| Task to complete |
Scan the lines below for the string "Wirksworth" and copy every one that has it.

-- Opening Marker --

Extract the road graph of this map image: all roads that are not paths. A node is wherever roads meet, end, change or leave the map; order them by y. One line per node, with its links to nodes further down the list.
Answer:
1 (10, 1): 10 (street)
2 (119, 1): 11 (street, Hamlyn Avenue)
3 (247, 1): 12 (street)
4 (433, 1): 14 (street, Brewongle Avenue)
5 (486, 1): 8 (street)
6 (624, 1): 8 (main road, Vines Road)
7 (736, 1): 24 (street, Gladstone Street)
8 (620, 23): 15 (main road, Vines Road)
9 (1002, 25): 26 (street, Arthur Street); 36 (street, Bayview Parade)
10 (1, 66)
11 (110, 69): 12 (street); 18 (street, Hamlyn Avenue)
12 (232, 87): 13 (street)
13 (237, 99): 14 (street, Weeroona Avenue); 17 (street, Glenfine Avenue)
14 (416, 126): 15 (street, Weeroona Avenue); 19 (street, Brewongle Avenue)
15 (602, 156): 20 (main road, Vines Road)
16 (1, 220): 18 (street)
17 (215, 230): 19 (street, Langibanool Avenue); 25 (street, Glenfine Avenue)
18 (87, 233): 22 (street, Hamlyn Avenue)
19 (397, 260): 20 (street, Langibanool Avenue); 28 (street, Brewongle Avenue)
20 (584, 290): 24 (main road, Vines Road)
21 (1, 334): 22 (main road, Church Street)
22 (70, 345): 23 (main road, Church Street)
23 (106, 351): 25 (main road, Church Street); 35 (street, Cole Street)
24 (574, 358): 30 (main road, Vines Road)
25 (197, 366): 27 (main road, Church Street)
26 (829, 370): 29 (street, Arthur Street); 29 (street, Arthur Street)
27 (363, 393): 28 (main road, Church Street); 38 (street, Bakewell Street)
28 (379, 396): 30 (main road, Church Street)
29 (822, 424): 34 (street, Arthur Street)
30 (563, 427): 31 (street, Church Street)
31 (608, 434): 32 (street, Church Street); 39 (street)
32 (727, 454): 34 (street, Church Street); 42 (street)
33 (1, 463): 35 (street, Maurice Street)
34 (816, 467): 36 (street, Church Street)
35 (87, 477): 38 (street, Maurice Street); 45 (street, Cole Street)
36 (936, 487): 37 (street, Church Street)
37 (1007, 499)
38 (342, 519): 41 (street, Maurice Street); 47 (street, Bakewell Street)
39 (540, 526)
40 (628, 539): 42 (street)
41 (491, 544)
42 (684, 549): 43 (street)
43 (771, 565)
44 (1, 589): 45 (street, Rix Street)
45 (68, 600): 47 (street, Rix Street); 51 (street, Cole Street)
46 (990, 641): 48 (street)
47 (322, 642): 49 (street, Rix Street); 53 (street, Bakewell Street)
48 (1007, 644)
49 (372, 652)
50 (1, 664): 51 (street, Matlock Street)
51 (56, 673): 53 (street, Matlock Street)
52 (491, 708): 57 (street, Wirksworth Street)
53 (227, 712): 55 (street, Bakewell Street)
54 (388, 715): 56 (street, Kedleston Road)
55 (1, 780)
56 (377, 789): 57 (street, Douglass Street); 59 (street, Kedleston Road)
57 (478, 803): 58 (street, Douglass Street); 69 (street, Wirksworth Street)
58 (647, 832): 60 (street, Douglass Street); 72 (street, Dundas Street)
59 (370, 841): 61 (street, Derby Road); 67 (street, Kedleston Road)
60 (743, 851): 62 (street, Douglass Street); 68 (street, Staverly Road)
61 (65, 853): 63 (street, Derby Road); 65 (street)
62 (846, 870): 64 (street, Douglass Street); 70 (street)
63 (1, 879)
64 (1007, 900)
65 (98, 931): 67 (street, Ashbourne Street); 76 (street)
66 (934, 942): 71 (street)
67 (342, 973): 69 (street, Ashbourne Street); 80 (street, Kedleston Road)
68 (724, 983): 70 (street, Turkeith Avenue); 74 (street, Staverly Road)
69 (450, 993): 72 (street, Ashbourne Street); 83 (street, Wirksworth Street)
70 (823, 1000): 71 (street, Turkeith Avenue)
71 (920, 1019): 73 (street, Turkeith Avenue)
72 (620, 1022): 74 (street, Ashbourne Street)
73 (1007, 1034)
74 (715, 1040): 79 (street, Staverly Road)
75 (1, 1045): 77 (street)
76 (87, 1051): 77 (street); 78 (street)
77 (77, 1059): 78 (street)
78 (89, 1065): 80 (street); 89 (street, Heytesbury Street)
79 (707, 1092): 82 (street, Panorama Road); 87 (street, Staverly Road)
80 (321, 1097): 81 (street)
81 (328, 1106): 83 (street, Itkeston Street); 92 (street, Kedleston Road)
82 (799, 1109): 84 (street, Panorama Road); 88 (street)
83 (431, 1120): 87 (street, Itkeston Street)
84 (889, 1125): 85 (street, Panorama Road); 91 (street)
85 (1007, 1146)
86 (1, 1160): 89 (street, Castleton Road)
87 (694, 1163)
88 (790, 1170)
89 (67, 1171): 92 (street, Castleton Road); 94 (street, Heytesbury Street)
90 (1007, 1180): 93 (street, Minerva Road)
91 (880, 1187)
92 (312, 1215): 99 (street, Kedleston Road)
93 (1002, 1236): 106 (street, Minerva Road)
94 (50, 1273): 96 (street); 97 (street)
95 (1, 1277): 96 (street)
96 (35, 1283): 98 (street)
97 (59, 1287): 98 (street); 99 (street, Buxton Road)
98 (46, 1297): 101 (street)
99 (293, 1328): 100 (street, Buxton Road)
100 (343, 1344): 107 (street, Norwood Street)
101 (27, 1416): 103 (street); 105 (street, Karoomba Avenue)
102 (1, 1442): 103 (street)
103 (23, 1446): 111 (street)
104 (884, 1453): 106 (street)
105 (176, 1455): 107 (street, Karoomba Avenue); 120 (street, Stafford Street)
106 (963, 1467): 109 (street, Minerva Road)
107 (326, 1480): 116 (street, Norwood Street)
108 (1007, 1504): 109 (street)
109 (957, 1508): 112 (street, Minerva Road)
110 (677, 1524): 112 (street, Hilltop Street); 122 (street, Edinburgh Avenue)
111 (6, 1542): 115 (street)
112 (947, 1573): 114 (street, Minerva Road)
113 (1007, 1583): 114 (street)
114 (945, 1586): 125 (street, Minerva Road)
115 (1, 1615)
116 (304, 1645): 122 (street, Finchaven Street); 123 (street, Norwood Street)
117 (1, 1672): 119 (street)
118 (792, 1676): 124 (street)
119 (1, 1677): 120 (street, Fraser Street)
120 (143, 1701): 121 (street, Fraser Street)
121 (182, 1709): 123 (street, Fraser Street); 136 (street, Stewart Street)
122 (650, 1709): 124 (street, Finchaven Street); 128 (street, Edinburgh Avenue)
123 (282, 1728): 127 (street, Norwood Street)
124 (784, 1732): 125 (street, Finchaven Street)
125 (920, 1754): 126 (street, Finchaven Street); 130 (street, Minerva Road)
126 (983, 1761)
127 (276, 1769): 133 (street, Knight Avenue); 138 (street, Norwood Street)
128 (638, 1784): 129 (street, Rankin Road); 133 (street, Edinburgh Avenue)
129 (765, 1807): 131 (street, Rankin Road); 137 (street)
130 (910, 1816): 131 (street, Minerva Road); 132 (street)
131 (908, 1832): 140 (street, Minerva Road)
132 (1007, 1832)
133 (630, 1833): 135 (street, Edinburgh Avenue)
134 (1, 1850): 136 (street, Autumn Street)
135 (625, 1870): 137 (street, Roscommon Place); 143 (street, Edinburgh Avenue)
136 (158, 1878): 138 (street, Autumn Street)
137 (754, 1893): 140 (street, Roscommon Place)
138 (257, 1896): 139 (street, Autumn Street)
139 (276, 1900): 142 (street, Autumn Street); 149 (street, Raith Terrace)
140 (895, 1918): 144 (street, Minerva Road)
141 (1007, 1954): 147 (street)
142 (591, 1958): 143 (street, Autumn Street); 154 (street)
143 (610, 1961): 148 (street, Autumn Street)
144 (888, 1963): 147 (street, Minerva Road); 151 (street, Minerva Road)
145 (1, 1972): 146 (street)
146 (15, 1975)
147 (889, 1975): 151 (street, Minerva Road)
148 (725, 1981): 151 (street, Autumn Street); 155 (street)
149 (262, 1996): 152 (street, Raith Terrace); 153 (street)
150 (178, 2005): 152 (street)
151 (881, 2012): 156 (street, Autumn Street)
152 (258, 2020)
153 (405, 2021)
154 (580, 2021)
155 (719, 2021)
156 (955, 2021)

-- Closing Marker --

| Answer to the exercise |
52 (491, 708): 57 (street, Wirksworth Street)
57 (478, 803): 58 (street, Douglass Street); 69 (street, Wirksworth Street)
69 (450, 993): 72 (street, Ashbourne Street); 83 (street, Wirksworth Street)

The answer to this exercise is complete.